(Supplied information begins)
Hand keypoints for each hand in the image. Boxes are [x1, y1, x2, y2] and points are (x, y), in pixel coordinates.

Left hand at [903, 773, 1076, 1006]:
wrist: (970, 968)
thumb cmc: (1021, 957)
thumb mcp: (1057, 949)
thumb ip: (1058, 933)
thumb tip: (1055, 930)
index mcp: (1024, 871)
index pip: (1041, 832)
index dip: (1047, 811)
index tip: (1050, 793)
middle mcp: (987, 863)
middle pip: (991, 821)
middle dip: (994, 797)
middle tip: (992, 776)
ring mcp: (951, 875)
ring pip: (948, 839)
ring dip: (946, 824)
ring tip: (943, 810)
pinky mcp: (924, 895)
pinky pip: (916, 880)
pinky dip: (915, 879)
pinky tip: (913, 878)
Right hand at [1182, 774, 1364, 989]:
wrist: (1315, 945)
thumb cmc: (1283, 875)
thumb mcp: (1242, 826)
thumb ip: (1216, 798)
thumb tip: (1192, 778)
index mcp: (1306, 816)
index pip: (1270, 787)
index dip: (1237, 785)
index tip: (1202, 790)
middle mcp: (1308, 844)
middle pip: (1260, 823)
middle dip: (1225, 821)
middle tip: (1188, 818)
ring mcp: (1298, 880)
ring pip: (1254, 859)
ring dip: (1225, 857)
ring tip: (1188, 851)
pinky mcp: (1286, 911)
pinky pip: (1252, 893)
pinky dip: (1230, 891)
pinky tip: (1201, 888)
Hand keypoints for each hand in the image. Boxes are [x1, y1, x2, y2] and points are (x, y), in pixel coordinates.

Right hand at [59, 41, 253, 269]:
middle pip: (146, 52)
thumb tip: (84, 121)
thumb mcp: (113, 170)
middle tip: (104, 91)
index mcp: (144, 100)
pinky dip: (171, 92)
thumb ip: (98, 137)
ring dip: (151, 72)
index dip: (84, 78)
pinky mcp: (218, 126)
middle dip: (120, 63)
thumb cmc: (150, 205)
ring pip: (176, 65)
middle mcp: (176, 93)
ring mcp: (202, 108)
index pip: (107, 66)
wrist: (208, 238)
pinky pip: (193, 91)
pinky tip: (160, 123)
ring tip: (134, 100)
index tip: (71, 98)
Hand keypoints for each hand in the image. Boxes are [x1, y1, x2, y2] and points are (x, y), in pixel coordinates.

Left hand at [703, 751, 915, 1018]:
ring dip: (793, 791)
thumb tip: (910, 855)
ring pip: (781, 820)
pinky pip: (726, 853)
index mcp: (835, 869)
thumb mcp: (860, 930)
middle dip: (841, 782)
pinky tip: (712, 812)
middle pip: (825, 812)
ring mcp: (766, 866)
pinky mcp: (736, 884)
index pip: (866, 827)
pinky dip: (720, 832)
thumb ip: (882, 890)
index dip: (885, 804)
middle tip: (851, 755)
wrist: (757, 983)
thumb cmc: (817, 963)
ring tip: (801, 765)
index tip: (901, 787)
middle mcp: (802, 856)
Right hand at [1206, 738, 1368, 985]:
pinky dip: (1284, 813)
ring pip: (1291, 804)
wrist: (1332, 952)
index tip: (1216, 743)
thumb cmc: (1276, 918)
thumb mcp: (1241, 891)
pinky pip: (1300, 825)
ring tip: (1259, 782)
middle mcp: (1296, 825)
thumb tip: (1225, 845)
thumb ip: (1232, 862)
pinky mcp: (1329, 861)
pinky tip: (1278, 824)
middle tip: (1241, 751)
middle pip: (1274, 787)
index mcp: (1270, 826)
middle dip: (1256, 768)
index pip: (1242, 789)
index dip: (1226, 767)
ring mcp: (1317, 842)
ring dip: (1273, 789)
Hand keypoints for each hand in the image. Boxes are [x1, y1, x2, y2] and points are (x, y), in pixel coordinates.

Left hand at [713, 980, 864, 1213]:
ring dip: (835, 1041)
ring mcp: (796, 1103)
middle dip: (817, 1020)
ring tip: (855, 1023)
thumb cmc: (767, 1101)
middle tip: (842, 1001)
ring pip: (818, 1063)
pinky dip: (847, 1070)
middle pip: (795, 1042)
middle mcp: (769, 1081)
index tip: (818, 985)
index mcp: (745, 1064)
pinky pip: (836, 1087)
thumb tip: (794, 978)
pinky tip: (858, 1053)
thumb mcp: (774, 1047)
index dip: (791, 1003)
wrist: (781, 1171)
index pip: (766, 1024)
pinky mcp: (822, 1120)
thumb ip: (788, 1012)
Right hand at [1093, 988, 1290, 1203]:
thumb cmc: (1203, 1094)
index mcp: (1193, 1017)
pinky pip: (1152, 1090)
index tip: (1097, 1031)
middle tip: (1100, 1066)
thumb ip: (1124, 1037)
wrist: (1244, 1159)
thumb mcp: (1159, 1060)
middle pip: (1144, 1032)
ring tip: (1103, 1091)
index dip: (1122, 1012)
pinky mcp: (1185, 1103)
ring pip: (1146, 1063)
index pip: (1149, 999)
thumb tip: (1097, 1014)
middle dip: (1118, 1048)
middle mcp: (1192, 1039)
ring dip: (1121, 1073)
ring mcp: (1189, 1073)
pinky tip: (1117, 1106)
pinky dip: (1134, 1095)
(Supplied information ends)
• Assignment: Print exactly the line containing "thumb ip: (1232, 862)" and every line after it through the end of the records above, and nothing else.

• Answer to this task:
thumb ip: (1232, 862)
pinky mcp: (1329, 861)
pinky tip: (1278, 824)
middle tip: (1241, 751)
middle pip: (1274, 787)
index mcp: (1270, 826)
middle dip: (1256, 768)
index pip: (1242, 789)
index dip: (1226, 767)
ring mcp: (1317, 842)
ring dip: (1273, 789)
Hand keypoints for each hand in the image. Boxes are [x1, y1, x2, y2] and points are (x, y), in pixel coordinates.

Left hand at [713, 980, 864, 1213]:
ring dip: (835, 1041)
ring mcp: (796, 1103)
middle dip: (817, 1020)
ring tip: (855, 1023)
thumb cmc: (767, 1101)
middle tip: (842, 1001)
ring pip: (818, 1063)
pinky dip: (847, 1070)
middle pip: (795, 1042)
middle mcp: (769, 1081)
index tip: (818, 985)
index mcp: (745, 1064)
pinky pip: (836, 1087)
thumb tip: (794, 978)
pinky tip: (858, 1053)
thumb mcp: (774, 1047)
index dip: (791, 1003)
wrist: (781, 1171)
index pip: (766, 1024)
pinky mcp: (822, 1120)
thumb ip: (788, 1012)
Right hand at [1093, 988, 1290, 1203]:
thumb cmc: (1203, 1094)
index mcp: (1193, 1017)
pinky pip: (1152, 1090)
index tip: (1097, 1031)
middle tip: (1100, 1066)
thumb ip: (1124, 1037)
wrist: (1244, 1159)
thumb mcp: (1159, 1060)
middle pip: (1144, 1032)
ring tip: (1103, 1091)
index dip: (1122, 1012)
pinky mcp: (1185, 1103)
ring pip: (1146, 1063)
index pip: (1149, 999)
thumb tip: (1097, 1014)
middle dip: (1118, 1048)
middle mcp: (1192, 1039)
ring dip: (1121, 1073)
ring mcp: (1189, 1073)
pinky tip: (1117, 1106)
pinky dip: (1134, 1095)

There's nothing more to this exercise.